▶ _WHAT TO DO_
Exclude the images and repeat all remaining entries exactly.

▶ _DATASET EXTRACT_
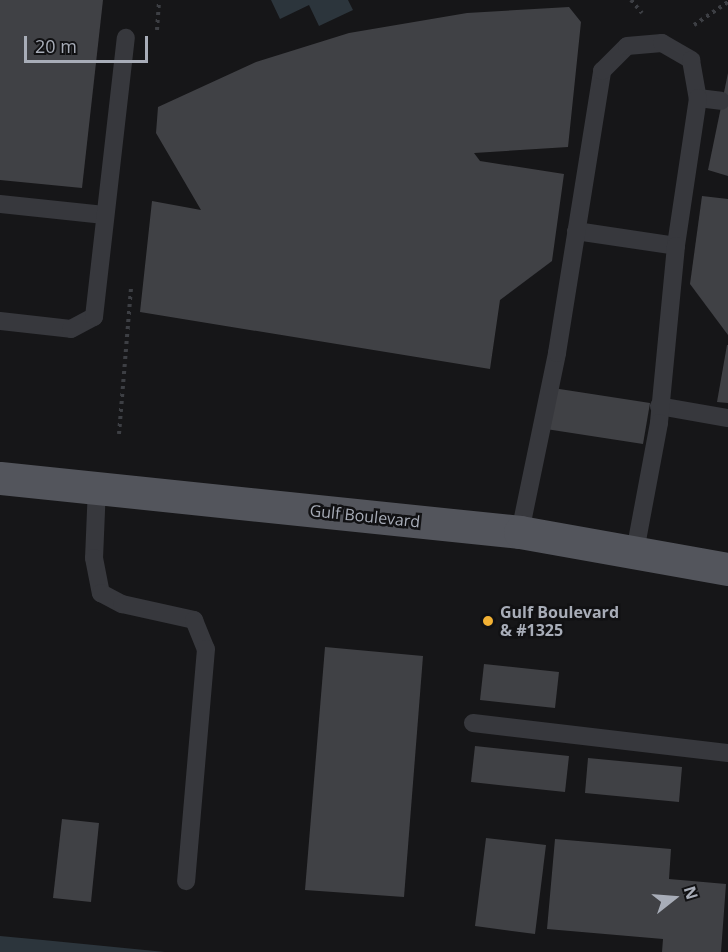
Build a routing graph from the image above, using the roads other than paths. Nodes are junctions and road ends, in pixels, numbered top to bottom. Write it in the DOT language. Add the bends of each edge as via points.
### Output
graph roads {
  1 [pos="126,38"];
  2 [pos="698,98"];
  3 [pos="721,101"];
  4 [pos="0,204"];
  5 [pos="104,215"];
  6 [pos="576,231"];
  7 [pos="676,246"];
  8 [pos="0,321"];
  9 [pos="659,406"];
  10 [pos="728,417"];
  11 [pos="0,478"];
  12 [pos="97,488"];
  13 [pos="520,532"];
  14 [pos="636,550"];
  15 [pos="728,569"];
  16 [pos="473,723"];
  17 [pos="728,753"];
  18 [pos="186,881"];
  1 -- 5 [label="lane"];
  2 -- 3 [label="lane"];
  2 -- 6 [label="lane" via="691,60 676,48 645,42 611,56 599,86"];
  2 -- 7 [label="lane"];
  4 -- 5 [label="lane"];
  5 -- 8 [label="lane" via="94,317 71,329"];
  6 -- 7 [label="lane"];
  6 -- 13 [label="lane"];
  7 -- 9 [label="lane"];
  9 -- 10 [label="lane"];
  9 -- 14 [label="lane"];
  11 -- 12 [label="main road, Gulf Boulevard"];
  12 -- 13 [label="main road, Gulf Boulevard"];
  12 -- 18 [label="lane" via="94,558 101,593 122,604 194,620 206,649"];
  13 -- 14 [label="main road, Gulf Boulevard"];
  14 -- 15 [label="main road, Gulf Boulevard"];
  16 -- 17 [label="lane"];
}
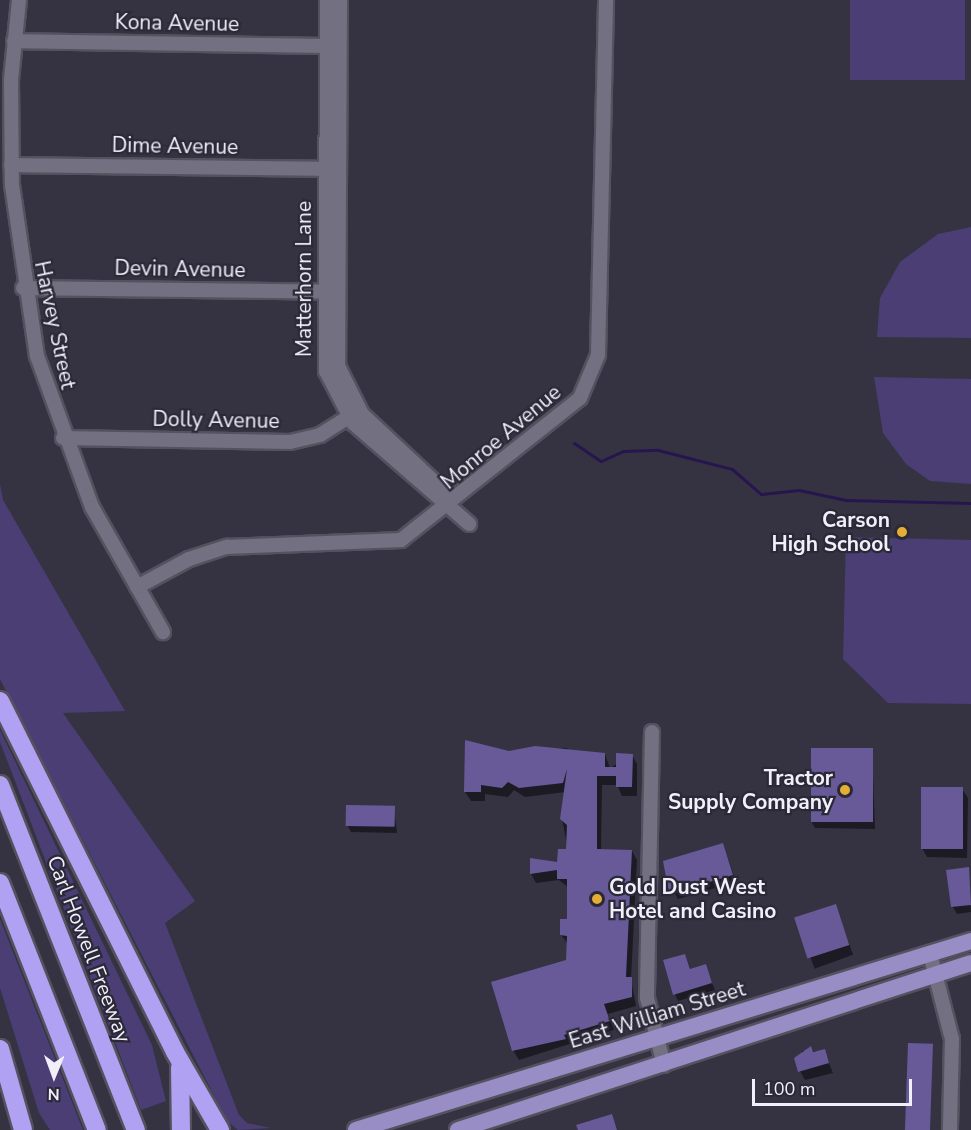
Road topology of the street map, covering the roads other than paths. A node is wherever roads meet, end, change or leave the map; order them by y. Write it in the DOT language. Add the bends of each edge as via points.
graph roads {
  1 [pos="19,0"];
  2 [pos="327,0"];
  3 [pos="340,0"];
  4 [pos="606,0"];
  5 [pos="14,41"];
  6 [pos="333,46"];
  7 [pos="11,165"];
  8 [pos="331,169"];
  9 [pos="24,288"];
  10 [pos="329,292"];
  11 [pos="353,413"];
  12 [pos="63,438"];
  13 [pos="450,506"];
  14 [pos="469,524"];
  15 [pos="137,587"];
  16 [pos="163,633"];
  17 [pos="0,701"];
  18 [pos="652,732"];
  19 [pos="0,784"];
  20 [pos="0,883"];
  21 [pos="971,941"];
  22 [pos="930,954"];
  23 [pos="971,963"];
  24 [pos="936,974"];
  25 [pos="656,1039"];
  26 [pos="0,1049"];
  27 [pos="175,1052"];
  28 [pos="664,1065"];
  29 [pos="12,1090"];
  30 [pos="133,1123"];
  31 [pos="97,1129"];
  32 [pos="460,1129"];
  33 [pos="23,1130"];
  34 [pos="37,1130"];
  35 [pos="181,1130"];
  36 [pos="220,1130"];
  37 [pos="356,1130"];
  38 [pos="950,1130"];
  1 -- 5 [label="street, Harvey Street"];
  2 -- 6 [label="street, Matterhorn Lane"];
  3 -- 6 [label="street, Matterhorn Lane"];
  4 -- 13 [label="street, Monroe Avenue" via="595,372 573,405"];
  5 -- 6 [label="street, Kona Avenue"];
  5 -- 7 [label="street, Harvey Street"];
  6 -- 8 [label="street, Matterhorn Lane"];
  7 -- 8 [label="street, Dime Avenue"];
  7 -- 9 [label="street, Harvey Street"];
  8 -- 10 [label="street, Matterhorn Lane"];
  9 -- 10 [label="street, Devin Avenue"];
  9 -- 12 [label="street, Harvey Street" via="39,365"];
  10 -- 11 [label="street, Matterhorn Lane" via="338,366"];
  11 -- 12 [label="street, Dolly Avenue" via="320,435 290,442"];
  11 -- 13 [label="street, Matterhorn Lane" via="438,485"];
  12 -- 15 [label="street, Harvey Street" via="92,507"];
  13 -- 14 [label="street, Matterhorn Lane"];
  13 -- 15 [label="street, Monroe Avenue" via="418,531 391,543 233,546 189,559"];
  15 -- 16 [label="street, Harvey Street"];
  17 -- 27 [label="highway"];
  18 -- 25 [label="street" via="647,998"];
  19 -- 30 [label="highway, Carl Howell Freeway"];
  20 -- 31 [label="highway"];
  21 -- 22 [label="main road, East William Street"];
  22 -- 24 [label="street"];
  22 -- 25 [label="main road, East William Street"];
  23 -- 24 [label="main road"];
  24 -- 28 [label="main road"];
  24 -- 38 [label="street" via="951,1039"];
  25 -- 28 [label="street"];
  25 -- 37 [label="main road, East William Street"];
  26 -- 29 [label="highway"];
  27 -- 35 [label="highway" via="183,1088"];
  27 -- 36 [label="highway"];
  28 -- 32 [label="main road"];
  29 -- 33 [label="highway"];
  29 -- 34 [label="highway"];
}
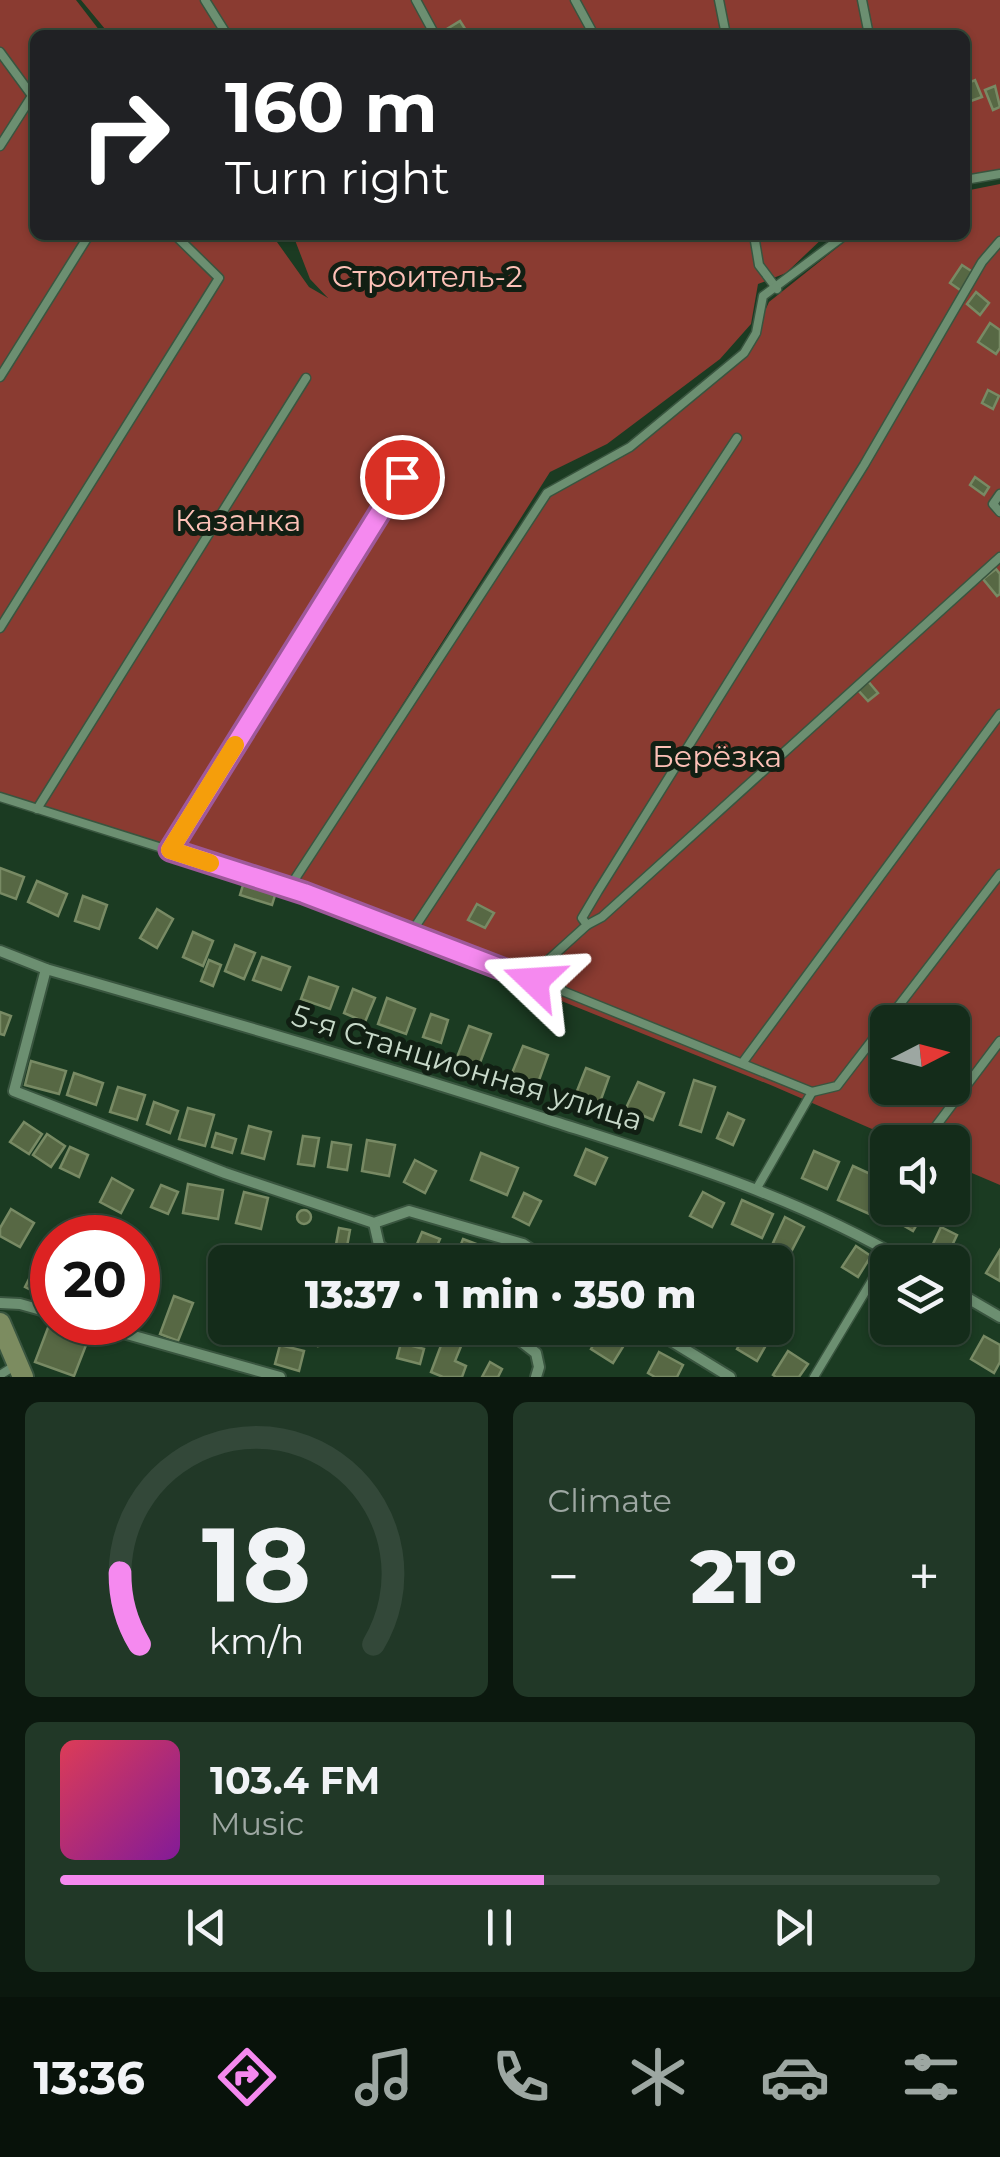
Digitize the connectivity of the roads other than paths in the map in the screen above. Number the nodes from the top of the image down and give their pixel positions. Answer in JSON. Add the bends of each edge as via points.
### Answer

▶ _OUTPUT FOR THIS EXERCISE_
Build a routing graph from the image above, using the roads other than paths. Nodes are junctions and road ends, in pixels, numbered top to bottom. Write it in the DOT language. Add the bends of each edge as via points.
### Output
graph roads {
  1 [pos="126,38"];
  2 [pos="698,98"];
  3 [pos="721,101"];
  4 [pos="0,204"];
  5 [pos="104,215"];
  6 [pos="576,231"];
  7 [pos="676,246"];
  8 [pos="0,321"];
  9 [pos="659,406"];
  10 [pos="728,417"];
  11 [pos="0,478"];
  12 [pos="97,488"];
  13 [pos="520,532"];
  14 [pos="636,550"];
  15 [pos="728,569"];
  16 [pos="473,723"];
  17 [pos="728,753"];
  18 [pos="186,881"];
  1 -- 5 [label="lane"];
  2 -- 3 [label="lane"];
  2 -- 6 [label="lane" via="691,60 676,48 645,42 611,56 599,86"];
  2 -- 7 [label="lane"];
  4 -- 5 [label="lane"];
  5 -- 8 [label="lane" via="94,317 71,329"];
  6 -- 7 [label="lane"];
  6 -- 13 [label="lane"];
  7 -- 9 [label="lane"];
  9 -- 10 [label="lane"];
  9 -- 14 [label="lane"];
  11 -- 12 [label="main road, Gulf Boulevard"];
  12 -- 13 [label="main road, Gulf Boulevard"];
  12 -- 18 [label="lane" via="94,558 101,593 122,604 194,620 206,649"];
  13 -- 14 [label="main road, Gulf Boulevard"];
  14 -- 15 [label="main road, Gulf Boulevard"];
  16 -- 17 [label="lane"];
}
Road topology of the street map, covering the roads other than paths. A node is wherever roads meet, end, change or leave the map; order them by y. Write it in the DOT language. Add the bends of each edge as via points.
graph roads {
  1 [pos="19,0"];
  2 [pos="327,0"];
  3 [pos="340,0"];
  4 [pos="606,0"];
  5 [pos="14,41"];
  6 [pos="333,46"];
  7 [pos="11,165"];
  8 [pos="331,169"];
  9 [pos="24,288"];
  10 [pos="329,292"];
  11 [pos="353,413"];
  12 [pos="63,438"];
  13 [pos="450,506"];
  14 [pos="469,524"];
  15 [pos="137,587"];
  16 [pos="163,633"];
  17 [pos="0,701"];
  18 [pos="652,732"];
  19 [pos="0,784"];
  20 [pos="0,883"];
  21 [pos="971,941"];
  22 [pos="930,954"];
  23 [pos="971,963"];
  24 [pos="936,974"];
  25 [pos="656,1039"];
  26 [pos="0,1049"];
  27 [pos="175,1052"];
  28 [pos="664,1065"];
  29 [pos="12,1090"];
  30 [pos="133,1123"];
  31 [pos="97,1129"];
  32 [pos="460,1129"];
  33 [pos="23,1130"];
  34 [pos="37,1130"];
  35 [pos="181,1130"];
  36 [pos="220,1130"];
  37 [pos="356,1130"];
  38 [pos="950,1130"];
  1 -- 5 [label="street, Harvey Street"];
  2 -- 6 [label="street, Matterhorn Lane"];
  3 -- 6 [label="street, Matterhorn Lane"];
  4 -- 13 [label="street, Monroe Avenue" via="595,372 573,405"];
  5 -- 6 [label="street, Kona Avenue"];
  5 -- 7 [label="street, Harvey Street"];
  6 -- 8 [label="street, Matterhorn Lane"];
  7 -- 8 [label="street, Dime Avenue"];
  7 -- 9 [label="street, Harvey Street"];
  8 -- 10 [label="street, Matterhorn Lane"];
  9 -- 10 [label="street, Devin Avenue"];
  9 -- 12 [label="street, Harvey Street" via="39,365"];
  10 -- 11 [label="street, Matterhorn Lane" via="338,366"];
  11 -- 12 [label="street, Dolly Avenue" via="320,435 290,442"];
  11 -- 13 [label="street, Matterhorn Lane" via="438,485"];
  12 -- 15 [label="street, Harvey Street" via="92,507"];
  13 -- 14 [label="street, Matterhorn Lane"];
  13 -- 15 [label="street, Monroe Avenue" via="418,531 391,543 233,546 189,559"];
  15 -- 16 [label="street, Harvey Street"];
  17 -- 27 [label="highway"];
  18 -- 25 [label="street" via="647,998"];
  19 -- 30 [label="highway, Carl Howell Freeway"];
  20 -- 31 [label="highway"];
  21 -- 22 [label="main road, East William Street"];
  22 -- 24 [label="street"];
  22 -- 25 [label="main road, East William Street"];
  23 -- 24 [label="main road"];
  24 -- 28 [label="main road"];
  24 -- 38 [label="street" via="951,1039"];
  25 -- 28 [label="street"];
  25 -- 37 [label="main road, East William Street"];
  26 -- 29 [label="highway"];
  27 -- 35 [label="highway" via="183,1088"];
  27 -- 36 [label="highway"];
  28 -- 32 [label="main road"];
  29 -- 33 [label="highway"];
  29 -- 34 [label="highway"];
}
Digitize the connectivity of the roads other than paths in the map in the screen above. Number the nodes from the top of the image down and give their pixel positions. Answer in JSON. Add the bends of each edge as via points.
### Answer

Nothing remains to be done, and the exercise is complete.